On December 19, 2017, the 6th Circuit reinstated an overtime action brought by a group of welding inspectors alleging Gulf Interstate Field Services (“Gulf Interstate”), an oil pipeline company, paid them a day rate for work in excess of 40 hours per week without additional overtime premiums in violation of the Fair Labor Standards Act (“FLSA”).
Gulf Interstate argued, and the district court ruled on summary judgment, that the workers were ineligible for overtime pay because they earned an annualized rate of more than $100,000, which made them fall within the exemption of Highly Compensated Employees (“HCE”) – also known as the “white collar” exemption.
However, the 6th Circuit noted that to satisfy the salary-basis test for the HCE exemption, the workers’ payments must, inter alia, consist of a guarantee of at least the qualifying minimum weekly salary. In this regard, the 6th Circuit found that there remained a genuine issue of material fact as to whether the workers’ weekly salary was in fact guaranteed or whether it was simply something that Gulf Interstate had not so far availed itself of its right to reduce.
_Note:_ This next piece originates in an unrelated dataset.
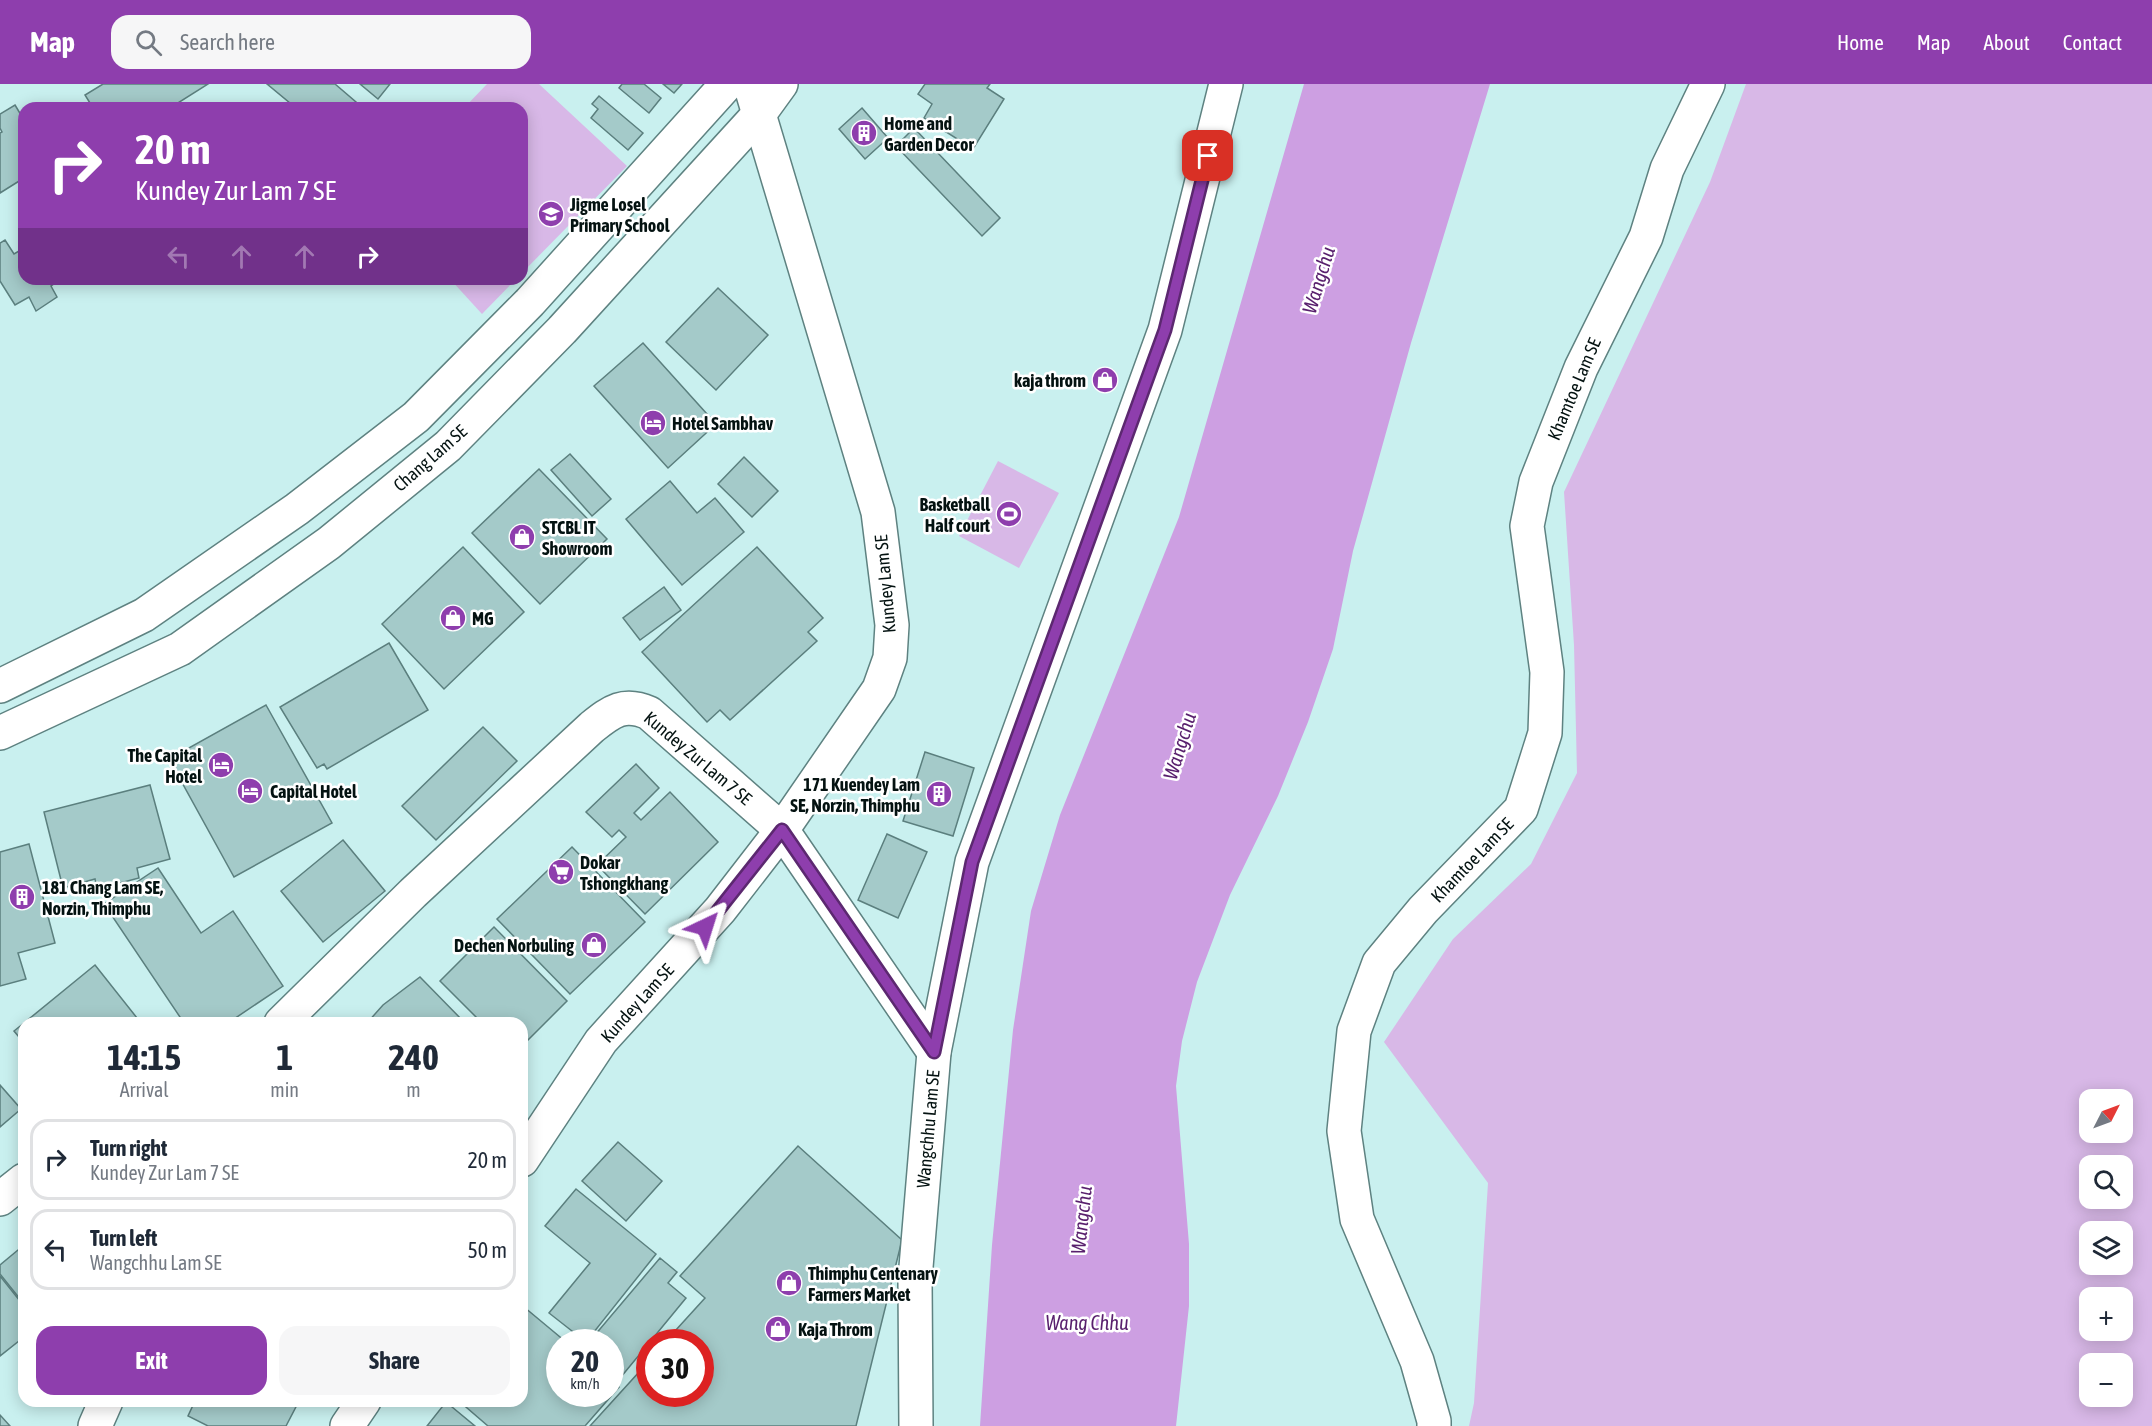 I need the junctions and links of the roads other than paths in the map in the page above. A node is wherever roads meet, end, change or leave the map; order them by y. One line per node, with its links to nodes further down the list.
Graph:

The 6th Circuit specifically made it clear that the employees who earned an annualized rate of more than $100,000 did not necessarily qualify as HCE. Because Gulf Interstate failed to prove unreasonable the conclusion that the workers’ payments were matters of grace rather than right, and a reasonable jury could find no such guarantee from Gulf Interstate, the case was remanded to the district court for further proceedings.